First quantum crypto bank transfer

Bill Stewart bill.stewart at
Sat Aug 21 23:10:06 EDT 2004

At 01:00 PM 8/21/2004, Florian Weimer wrote:
>However, I still don't believe that quantum cryptography can buy you
>anything but research funding (and probably easier lawful intercept
>because end-to-end encryption is so much harder).

I agree that it doesn't look useful, but "lawful intercept" is harder,
if you're defining that as "undetected eavesdropping with
possible cooperation of the telco in the middle",
because quantum crypto needs end-to-end fiber so there's
nothing the telco can help with except installing dark fiber,
and the quantum crypto lets you detect eavesdroppers.
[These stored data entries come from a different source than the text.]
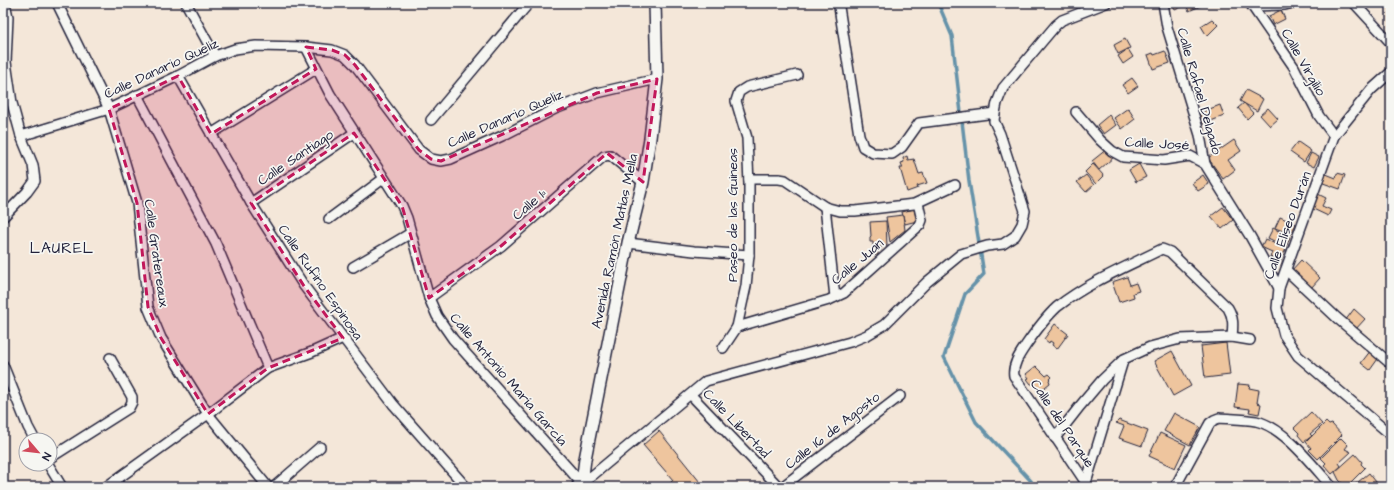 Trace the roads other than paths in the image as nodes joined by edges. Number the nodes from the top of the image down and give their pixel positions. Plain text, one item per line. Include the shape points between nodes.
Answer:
1 (6, 3) edge
2 (57, 3) edge
3 (186, 3) edge
4 (529, 3) edge
5 (656, 3) edge
6 (1106, 3) edge
7 (1163, 3) edge
8 (1293, 3) edge
9 (1354, 3) edge
10 (1251, 5) edge
11 (839, 7) dead end
12 (1391, 43) edge
13 (306, 47) junction
14 (215, 56) junction
15 (316, 68) junction
16 (1391, 72) edge
17 (797, 75) dead end
18 (178, 76) junction
19 (657, 79) junction
20 (137, 95) junction
21 (109, 109) junction
22 (1076, 112) dead end
23 (995, 113) junction
24 (430, 120) dead end
25 (354, 133) junction
26 (211, 134) junction
27 (21, 136) junction
28 (1334, 136) junction
29 (1205, 164) junction
30 (383, 179) junction
31 (749, 179) junction
32 (642, 182) junction
33 (955, 185) dead end
34 (251, 203) junction
35 (918, 203) junction
36 (825, 207) junction
37 (3, 218) edge
38 (329, 219) dead end
39 (411, 232) junction
40 (628, 243) junction
41 (749, 255) junction
42 (353, 267) dead end
43 (1286, 270) junction
44 (1279, 288) junction
45 (835, 297) junction
46 (429, 298) junction
47 (737, 327) junction
48 (1232, 337) junction
49 (343, 338) junction
50 (1250, 340) dead end
51 (723, 348) dead end
52 (110, 358) dead end
53 (1124, 360) junction
54 (1391, 364) edge
55 (3, 365) edge
56 (268, 368) junction
57 (691, 395) junction
58 (900, 396) dead end
59 (208, 414) junction
60 (31, 432) edge
61 (1391, 435) edge
62 (1055, 438) junction
63 (320, 447) dead end
64 (58, 453) edge
65 (53, 472) edge
66 (1087, 485) edge
67 (581, 486) edge
68 (62, 487) edge
69 (106, 487) edge
70 (268, 487) edge
71 (274, 487) edge
72 (466, 487) edge
73 (780, 487) edge
74 (1176, 487) edge
75 (1332, 487) edge

1 - 27 street via 6,62 12,103
2 - 21 street, Calle Gratereaux
3 - 14 street
4 - 24 street
5 - 19 street, Avenida Ramón Matías Mella
6 - 23 street via 1062,20 1056,25 1003,88
7 - 29 street, Calle Rafael Delgado via 1167,27 1200,135
8 - 10 street via 1285,6
9 - 12 street
10 - 28 street, Calle Virgilio via 1294,66 1318,116
11 - 23 street via 863,147 873,153 892,154 902,147 918,123
13 - 14 street, Calle Danario Queliz via 256,46 235,49
13 - 15 street, Calle Antonio María García
13 - 19 street, Calle Danario Queliz via 332,50 345,55 419,150 431,159 441,161 451,159 556,109 598,93
14 - 18 street, Calle Danario Queliz
15 - 25 street, Calle Antonio María García
15 - 26 street
16 - 28 street, Calle Eliseo Durán via 1371,90
17 - 31 street, Paseo de las Guineas via 746,87 739,92 736,100 747,138
18 - 20 street, Calle Danario Queliz
18 - 26 street, Calle Rufino Espinosa
19 - 32 street, Avenida Ramón Matías Mella
20 - 21 street, Calle Danario Queliz
20 - 56 street via 216,244
21 - 27 street, Calle Danario Queliz
21 - 59 street, Calle Gratereaux via 137,203 148,306 161,338
22 - 29 street, Calle José via 1100,140 1123,157 1164,160 1190,156
23 - 57 street via 994,121 1025,211 1022,224 1015,236 1003,244 961,254 927,282 884,325 868,335 706,381
25 - 30 street, Calle Antonio María García
25 - 34 street, Calle Santiago
26 - 34 street, Calle Rufino Espinosa
27 - 37 street via 33,165 35,181
28 - 43 street, Calle Eliseo Durán
29 - 44 street, Calle Rafael Delgado
30 - 38 street
30 - 39 street, Calle Antonio María García via 402,206
31 - 36 street via 785,180
31 - 41 street, Paseo de las Guineas
32 - 40 street, Avenida Ramón Matías Mella
32 - 46 street, Calle 1ª via 610,155 604,156 502,246
33 - 35 street
34 - 49 street, Calle Rufino Espinosa via 304,286
35 - 36 street via 855,211
35 - 45 street, Calle Juan via 922,220 920,225 852,287
36 - 45 street
39 - 42 street
39 - 46 street, Calle Antonio María García
40 - 41 street
40 - 67 street, Avenida Ramón Matías Mella
41 - 47 street, Paseo de las Guineas via 746,286
43 - 44 street, Calle Eliseo Durán
43 - 54 street
44 - 61 street, Calle Eliseo Durán via 1277,308 1284,336 1298,356
45 - 47 street, Calle Juan
46 - 67 street, Calle Antonio María García via 437,316 453,338
47 - 51 street, Paseo de las Guineas
48 - 50 street
48 - 53 street via 1180,339 1150,347
48 - 62 street, Calle del Parque via 1233,320 1228,308 1170,252 1162,250 1084,288 1056,308 1038,327 1014,367 1014,376
49 - 56 street
49 - 72 street, Calle Rufino Espinosa via 393,404
52 - 64 street via 132,396 129,408
53 - 62 street via 1102,380
53 - 66 street
55 - 60 street
56 - 59 street
57 - 67 street
57 - 73 street, Calle Libertad
58 - 73 street, Calle 16 de Agosto
59 - 69 street
59 - 70 street, Calle Gratereaux
62 - 66 street, Calle del Parque
63 - 71 street
65 - 68 street
74 - 75 street via 1210,423 1219,418 1257,421 1273,427 1288,439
On the other hand, at least in the US and probably in Germany,
if the government wants the records of a bank's transactions,
all they need is the locally-proper paperwork demanding the data,
which is a threat model that quantum crypto doesn't help with,
especially since the costs of that attack are much lower than
tapping quantum fiber transactions.

An intermediate level of weakness is detection of who
the bank is communicating with.  In the case of quantum crypto,
it's simple - just follow the fiber to the other end.
But banks are a semi-special case for this threat also,
because you know that a bank's headquarters will talk to
other buildings belonging to that bank, so it's no information leak...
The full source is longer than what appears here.